One shooter, two handguns, 43 G.I.’s shot

Karl D. writes:

I can’t pretend to know how I would have reacted in this situation.But one thing that did cross my mind and surprised me was why, out of a room full of soldiers who are essentially trained killers, he was not bum-rushed by a bunch of soldiers and tackled to the ground.

LA replies:

Colin Ferguson, the killer on the Long Island Railroad in 1993, was subdued by several unarmed commuters.

N. writes:

Three observations:

First, Colin Ferguson was subdued after he had emptied his firearm, and therefore while he was in the act of reloading if I remember correctly. It appears that the Fort Hood jihadi was carrying two pistols, perhaps to avoid that problem.

Second, the average soldier, surprised in a secure area, is not as likely to react the same way as in the field, with the possible exception of combat veterans. Since no one in the area was armed, with the exception of certain police, there was no way to return fire.

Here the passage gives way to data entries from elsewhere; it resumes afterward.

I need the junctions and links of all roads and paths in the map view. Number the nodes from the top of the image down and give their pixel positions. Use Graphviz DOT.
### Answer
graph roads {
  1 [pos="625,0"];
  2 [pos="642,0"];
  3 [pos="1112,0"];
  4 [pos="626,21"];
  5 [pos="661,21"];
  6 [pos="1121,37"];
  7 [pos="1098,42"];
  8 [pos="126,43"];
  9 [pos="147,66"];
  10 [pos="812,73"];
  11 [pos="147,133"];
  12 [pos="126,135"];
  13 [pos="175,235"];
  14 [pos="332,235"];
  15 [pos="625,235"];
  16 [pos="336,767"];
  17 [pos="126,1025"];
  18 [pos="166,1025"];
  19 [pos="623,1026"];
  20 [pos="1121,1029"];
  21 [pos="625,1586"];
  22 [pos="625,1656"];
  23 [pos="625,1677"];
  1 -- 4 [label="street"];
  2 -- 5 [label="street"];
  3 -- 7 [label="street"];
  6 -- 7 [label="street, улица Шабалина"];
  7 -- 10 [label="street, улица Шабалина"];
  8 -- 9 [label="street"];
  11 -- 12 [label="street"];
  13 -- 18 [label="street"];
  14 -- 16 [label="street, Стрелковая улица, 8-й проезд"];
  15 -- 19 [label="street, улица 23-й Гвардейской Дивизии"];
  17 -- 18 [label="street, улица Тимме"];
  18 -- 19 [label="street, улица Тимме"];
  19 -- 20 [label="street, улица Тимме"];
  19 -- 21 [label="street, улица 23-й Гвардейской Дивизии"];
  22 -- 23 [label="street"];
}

Third, the Fort Hood jihadi had taken extra instruction in shooting firearms. Depending on who trained him, it would be dangerous or even suicide to attempt to rush him except from a blind side.

LA replies:

I didn’t realize that there are pistols that hold hold 25 rounds, since he fired 43 shots and presumably had more to go.

Van Wijk writes:

News accounts state that Hasan had two handguns, and that one was semi-automatic. I assume that the other was a revolver of some kind, probably holding six rounds. If the semi-auto was a 9mm, it’s possible Hasan was using an extending magazine holding upwards of 16 rounds. So he walked in with a total of 22 rounds. He shot 43 people, so he must have stopped to reload at least once, but since I seriously doubt he hit someone with every single shot, I’d say it’s a safe bet that he reloaded at least twice. Since he acted alone, no one did anything while he was reloading. They were probably taking cover and just hoping the shooting would stop eventually.

Van Wijk continues:

You wrote: “For all their ability to defend themselves from an armed killer, the soldiers at Fort Hood might as well have been Christians in church.”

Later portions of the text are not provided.